Part of the reason for Saks Global’s troubles, in addition to general economic uncertainty, is an increase in order complaints since January, such as damaged packaging and rejected refunds, according to Mary Ross Gilbert, a Bloomberg analyst that studied customer reviews. This has led consumers to look elsewhere for their luxury goods. On top of that, the conglomerate is dealing with some financial woes, recently taking on more debt, in part, to pay off its overdue bills from vendors, who have slowed or even stopped shipments over fears of a lack of payment, Bloomberg reported.

Saks isn’t alone in its struggles. A trend of declining sales has been popping up across the luxury industry, thanks to looming tariffs in the U.S. and weakened demand in China, among other challenges. LVMH, for one, was below its estimated sales for Q1 this year, Reuters reported, while Gucci saw its sales drop 25 percent in the first three months of 2025, according to Vogue Business. This year’s figures come on top of declining numbers at the end of 2024, with Kering (Gucci’s parent company), seeing a year-over-year drop of 12 percent.

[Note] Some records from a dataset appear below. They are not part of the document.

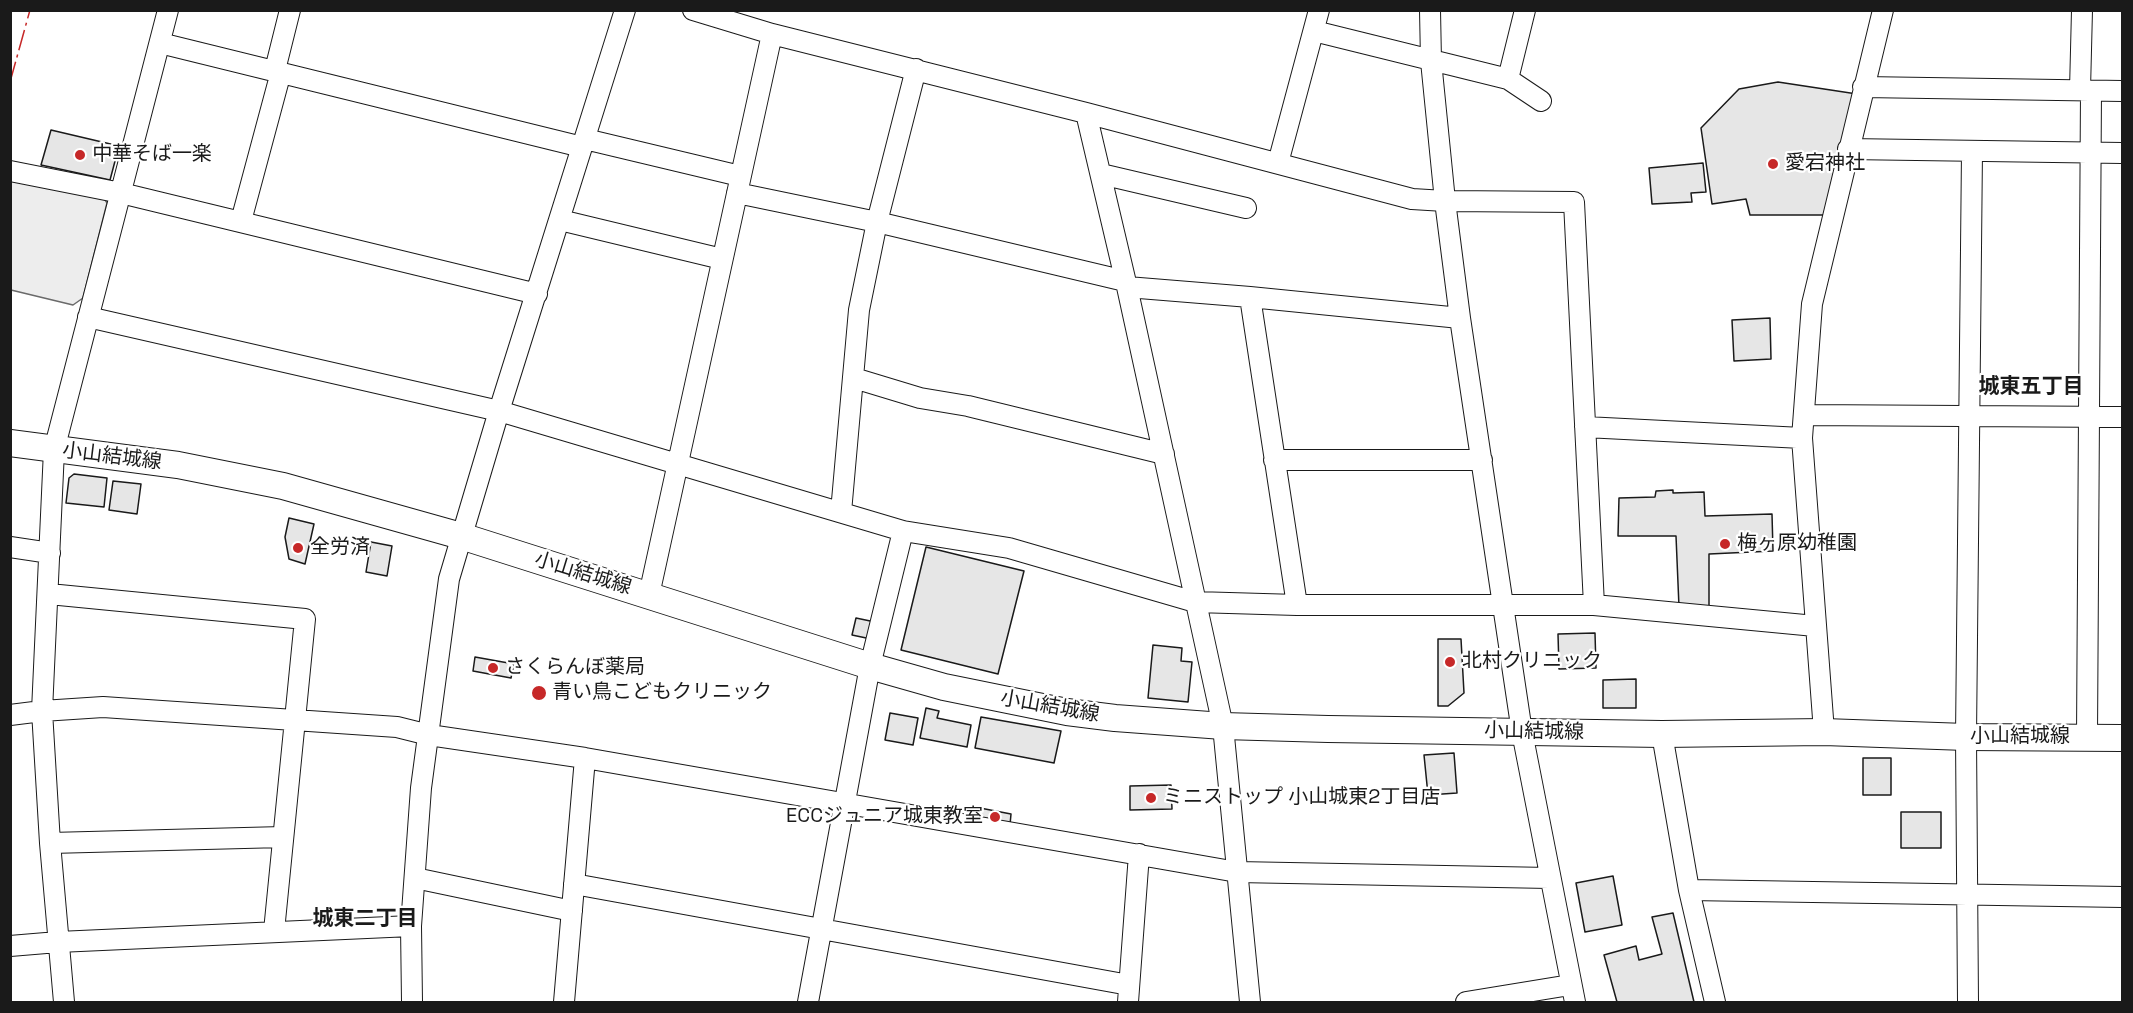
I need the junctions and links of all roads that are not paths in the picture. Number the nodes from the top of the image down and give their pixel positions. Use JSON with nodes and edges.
{"nodes":[{"id":1,"x":168,"y":10,"type":"edge"},
{"id":2,"x":290,"y":10,"type":"edge"},
{"id":3,"x":626,"y":10,"type":"edge"},
{"id":4,"x":693,"y":10,"type":"edge"},
{"id":5,"x":1319,"y":10,"type":"edge"},
{"id":6,"x":1430,"y":10,"type":"edge"},
{"id":7,"x":1525,"y":10,"type":"edge"},
{"id":8,"x":1883,"y":10,"type":"edge"},
{"id":9,"x":2082,"y":10,"type":"edge"},
{"id":10,"x":1314,"y":31,"type":"junction"},
{"id":11,"x":772,"y":34,"type":"junction"},
{"id":12,"x":160,"y":43,"type":"junction"},
{"id":13,"x":1431,"y":61,"type":"junction"},
{"id":14,"x":916,"y":69,"type":"junction"},
{"id":15,"x":278,"y":71,"type":"junction"},
{"id":16,"x":1508,"y":79,"type":"junction"},
{"id":17,"x":1863,"y":87,"type":"junction"},
{"id":18,"x":2085,"y":90,"type":"junction"},
{"id":19,"x":2122,"y":91,"type":"edge"},
{"id":20,"x":1541,"y":101,"type":"dead end"},
{"id":21,"x":1086,"y":113,"type":"junction"},
{"id":22,"x":584,"y":143,"type":"junction"},
{"id":23,"x":1848,"y":149,"type":"junction"},
{"id":24,"x":1972,"y":151,"type":"junction"},
{"id":25,"x":2092,"y":152,"type":"junction"},
{"id":26,"x":2122,"y":153,"type":"edge"},
{"id":27,"x":1278,"y":163,"type":"junction"},
{"id":28,"x":10,"y":171,"type":"edge"},
{"id":29,"x":1101,"y":174,"type":"junction"},
{"id":30,"x":738,"y":185,"type":"junction"},
{"id":31,"x":121,"y":193,"type":"junction"},
{"id":32,"x":1445,"y":201,"type":"junction"},
{"id":33,"x":1246,"y":208,"type":"dead end"},
{"id":34,"x":560,"y":220,"type":"junction"},
{"id":35,"x":241,"y":221,"type":"junction"},
{"id":36,"x":877,"y":222,"type":"junction"},
{"id":37,"x":722,"y":259,"type":"junction"},
{"id":38,"x":1126,"y":284,"type":"junction"},
{"id":39,"x":537,"y":294,"type":"junction"},
{"id":40,"x":1250,"y":297,"type":"junction"},
{"id":41,"x":88,"y":317,"type":"junction"},
{"id":42,"x":1460,"y":318,"type":"junction"},
{"id":43,"x":854,"y":378,"type":"junction"},
{"id":44,"x":499,"y":411,"type":"junction"},
{"id":45,"x":1804,"y":415,"type":"junction"},
{"id":46,"x":1969,"y":416,"type":"junction"},
{"id":47,"x":2090,"y":416,"type":"junction"},
{"id":48,"x":2122,"y":417,"type":"edge"},
{"id":49,"x":1585,"y":427,"type":"junction"},
{"id":50,"x":1802,"y":438,"type":"junction"},
{"id":51,"x":10,"y":443,"type":"edge"},
{"id":52,"x":54,"y":450,"type":"junction"},
{"id":53,"x":1164,"y":454,"type":"junction"},
{"id":54,"x":1274,"y":460,"type":"junction"},
{"id":55,"x":1482,"y":460,"type":"junction"},
{"id":56,"x":676,"y":464,"type":"junction"},
{"id":57,"x":841,"y":512,"type":"junction"},
{"id":58,"x":903,"y":531,"type":"junction"},
{"id":59,"x":461,"y":536,"type":"junction"},
{"id":60,"x":10,"y":547,"type":"edge"},
{"id":61,"x":50,"y":553,"type":"junction"},
{"id":62,"x":49,"y":594,"type":"junction"},
{"id":63,"x":649,"y":595,"type":"junction"},
{"id":64,"x":1195,"y":602,"type":"junction"},
{"id":65,"x":1297,"y":605,"type":"junction"},
{"id":66,"x":1594,"y":605,"type":"junction"},
{"id":67,"x":1504,"y":606,"type":"junction"},
{"id":68,"x":1815,"y":626,"type":"junction"},
{"id":69,"x":870,"y":666,"type":"junction"},
{"id":70,"x":42,"y":711,"type":"junction"},
{"id":71,"x":10,"y":715,"type":"edge"},
{"id":72,"x":296,"y":720,"type":"junction"},
{"id":73,"x":1223,"y":726,"type":"junction"},
{"id":74,"x":1522,"y":732,"type":"junction"},
{"id":75,"x":1824,"y":732,"type":"junction"},
{"id":76,"x":1662,"y":734,"type":"junction"},
{"id":77,"x":429,"y":735,"type":"junction"},
{"id":78,"x":1966,"y":736,"type":"junction"},
{"id":79,"x":2087,"y":737,"type":"junction"},
{"id":80,"x":2122,"y":738,"type":"edge"},
{"id":81,"x":585,"y":758,"type":"junction"},
{"id":82,"x":846,"y":803,"type":"junction"},
{"id":83,"x":283,"y":837,"type":"junction"},
{"id":84,"x":50,"y":843,"type":"junction"},
{"id":85,"x":1139,"y":854,"type":"junction"},
{"id":86,"x":1237,"y":872,"type":"junction"},
{"id":87,"x":414,"y":878,"type":"junction"},
{"id":88,"x":1549,"y":878,"type":"junction"},
{"id":89,"x":574,"y":884,"type":"junction"},
{"id":90,"x":1689,"y":890,"type":"junction"},
{"id":91,"x":1968,"y":894,"type":"junction"},
{"id":92,"x":2122,"y":897,"type":"edge"},
{"id":93,"x":572,"y":911,"type":"junction"},
{"id":94,"x":411,"y":926,"type":"junction"},
{"id":95,"x":274,"y":931,"type":"junction"},
{"id":96,"x":823,"y":931,"type":"junction"},
{"id":97,"x":58,"y":942,"type":"junction"},
{"id":98,"x":10,"y":946,"type":"edge"},
{"id":99,"x":1129,"y":994,"type":"edge"},
{"id":100,"x":1572,"y":994,"type":"edge"},
{"id":101,"x":64,"y":1002,"type":"edge"},
{"id":102,"x":412,"y":1002,"type":"edge"},
{"id":103,"x":564,"y":1002,"type":"edge"},
{"id":104,"x":808,"y":1002,"type":"edge"},
{"id":105,"x":1250,"y":1002,"type":"edge"},
{"id":106,"x":1466,"y":1002,"type":"edge"},
{"id":107,"x":1715,"y":1002,"type":"edge"},
{"id":108,"x":1968,"y":1002,"type":"edge"}],
"edges":[{"from":1,"to":12,"type":"street"},
{"from":2,"to":15,"type":"street"},
{"from":3,"to":22,"type":"street"},
{"from":4,"to":11,"type":"street"},
{"from":5,"to":10,"type":"street"},
{"from":6,"to":13,"type":"street"},
{"from":7,"to":16,"type":"street"},
{"from":8,"to":17,"type":"street"},
{"from":9,"to":18,"type":"street"},
{"from":10,"to":13,"type":"street"},
{"from":10,"to":27,"type":"street"},
{"from":11,"to":14,"type":"street"},
{"from":11,"to":30,"type":"street"},
{"from":12,"to":15,"type":"street"},
{"from":12,"to":31,"type":"street"},
{"from":13,"to":16,"type":"street"},
{"from":13,"to":32,"type":"street"},
{"from":14,"to":21,"type":"street"},
{"from":14,"to":36,"type":"street"},
{"from":15,"to":22,"type":"street"},
{"from":15,"to":35,"type":"street"},
{"from":16,"to":20,"type":"street"},
{"from":17,"to":18,"type":"street"},
{"from":17,"to":23,"type":"street"},
{"from":18,"to":19,"type":"street"},
{"from":18,"to":25,"type":"street"},
{"from":21,"to":27,"type":"street"},
{"from":21,"to":29,"type":"street"},
{"from":22,"to":30,"type":"street"},
{"from":22,"to":34,"type":"street"},
{"from":23,"to":24,"type":"street"},
{"from":23,"to":45,"type":"street"},
{"from":24,"to":25,"type":"street"},
{"from":24,"to":46,"type":"street"},
{"from":25,"to":26,"type":"street"},
{"from":25,"to":47,"type":"street"},
{"from":27,"to":32,"type":"street"},
{"from":28,"to":31,"type":"street"},
{"from":29,"to":33,"type":"street"},
{"from":29,"to":38,"type":"street"},
{"from":30,"to":36,"type":"street"},
{"from":30,"to":37,"type":"street"},
{"from":31,"to":35,"type":"street"},
{"from":31,"to":41,"type":"street"},
{"from":32,"to":42,"type":"street"},
{"from":32,"to":49,"type":"street"},
{"from":34,"to":37,"type":"street"},
{"from":34,"to":39,"type":"street"},
{"from":35,"to":39,"type":"street"},
{"from":36,"to":38,"type":"street"},
{"from":36,"to":43,"type":"street"},
{"from":37,"to":56,"type":"street"},
{"from":38,"to":40,"type":"street"},
{"from":38,"to":53,"type":"street"},
{"from":39,"to":44,"type":"street"},
{"from":40,"to":42,"type":"street"},
{"from":40,"to":54,"type":"street"},
{"from":41,"to":44,"type":"street"},
{"from":41,"to":52,"type":"street"},
{"from":42,"to":55,"type":"street"},
{"from":43,"to":53,"type":"street"},
{"from":43,"to":57,"type":"street"},
{"from":44,"to":56,"type":"street"},
{"from":44,"to":59,"type":"street"},
{"from":45,"to":46,"type":"street"},
{"from":45,"to":50,"type":"street"},
{"from":46,"to":47,"type":"street"},
{"from":46,"to":78,"type":"street"},
{"from":47,"to":48,"type":"street"},
{"from":47,"to":79,"type":"street"},
{"from":49,"to":50,"type":"street"},
{"from":49,"to":66,"type":"street"},
{"from":50,"to":68,"type":"street"},
{"from":51,"to":52,"type":"main road","name":"小山結城線"},
{"from":52,"to":59,"type":"main road","name":"小山結城線"},
{"from":52,"to":61,"type":"street"},
{"from":53,"to":64,"type":"street"},
{"from":54,"to":55,"type":"street"},
{"from":54,"to":65,"type":"street"},
{"from":55,"to":67,"type":"street"},
{"from":56,"to":57,"type":"street"},
{"from":56,"to":63,"type":"street"},
{"from":57,"to":58,"type":"street"},
{"from":58,"to":64,"type":"street"},
{"from":58,"to":69,"type":"street"},
{"from":59,"to":63,"type":"main road","name":"小山結城線"},
{"from":59,"to":77,"type":"street"},
{"from":60,"to":61,"type":"street"},
{"from":61,"to":62,"type":"street"},
{"from":62,"to":70,"type":"street"},
{"from":62,"to":72,"type":"street"},
{"from":63,"to":69,"type":"main road","name":"小山結城線"},
{"from":64,"to":65,"type":"street"},
{"from":64,"to":73,"type":"street"},
{"from":65,"to":67,"type":"street"},
{"from":66,"to":67,"type":"street"},
{"from":66,"to":68,"type":"street"},
{"from":67,"to":74,"type":"street"},
{"from":68,"to":75,"type":"street"},
{"from":69,"to":73,"type":"main road","name":"小山結城線"},
{"from":69,"to":82,"type":"street"},
{"from":70,"to":71,"type":"street"},
{"from":70,"to":72,"type":"street"},
{"from":70,"to":84,"type":"street"},
{"from":72,"to":77,"type":"street"},
{"from":72,"to":83,"type":"street"},
{"from":73,"to":74,"type":"main road","name":"小山結城線"},
{"from":73,"to":86,"type":"street"},
{"from":74,"to":76,"type":"main road","name":"小山結城線"},
{"from":74,"to":88,"type":"street"},
{"from":75,"to":76,"type":"main road","name":"小山結城線"},
{"from":75,"to":78,"type":"main road","name":"小山結城線"},
{"from":76,"to":90,"type":"street"},
{"from":77,"to":81,"type":"street"},
{"from":77,"to":87,"type":"street"},
{"from":78,"to":79,"type":"main road","name":"小山結城線"},
{"from":78,"to":91,"type":"street"},
{"from":79,"to":80,"type":"main road","name":"小山結城線"},
{"from":81,"to":82,"type":"street"},
{"from":81,"to":89,"type":"street"},
{"from":82,"to":85,"type":"street"},
{"from":82,"to":96,"type":"street"},
{"from":83,"to":84,"type":"street"},
{"from":83,"to":95,"type":"street"},
{"from":84,"to":97,"type":"street"},
{"from":85,"to":86,"type":"street"},
{"from":85,"to":99,"type":"street"},
{"from":86,"to":88,"type":"street"},
{"from":86,"to":105,"type":"street"},
{"from":87,"to":93,"type":"street"},
{"from":87,"to":94,"type":"street"},
{"from":88,"to":100,"type":"street"},
{"from":89,"to":93,"type":"street"},
{"from":89,"to":96,"type":"street"},
{"from":90,"to":91,"type":"street"},
{"from":90,"to":107,"type":"street"},
{"from":91,"to":92,"type":"street"},
{"from":91,"to":108,"type":"street"},
{"from":93,"to":103,"type":"street"},
{"from":94,"to":95,"type":"street"},
{"from":94,"to":102,"type":"street"},
{"from":95,"to":97,"type":"street"},
{"from":96,"to":99,"type":"street"},
{"from":96,"to":104,"type":"street"},
{"from":97,"to":98,"type":"street"},
{"from":97,"to":101,"type":"street"},
{"from":100,"to":106,"type":"street"}]}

As for Saks Global, things may be on the up and up. For one, the brand’s new Amazon.com storefront has been met positively, a spokesperson for the company told Bloomberg. And shipments from vendors are increasing, too, in the wake of new financing, something that Saks says will “continue as we execute on our plan to begin paying outstanding balances in July,” the spokesperson told the publication. Making those vendors happy will be a key step to putting the retailer back on the right track.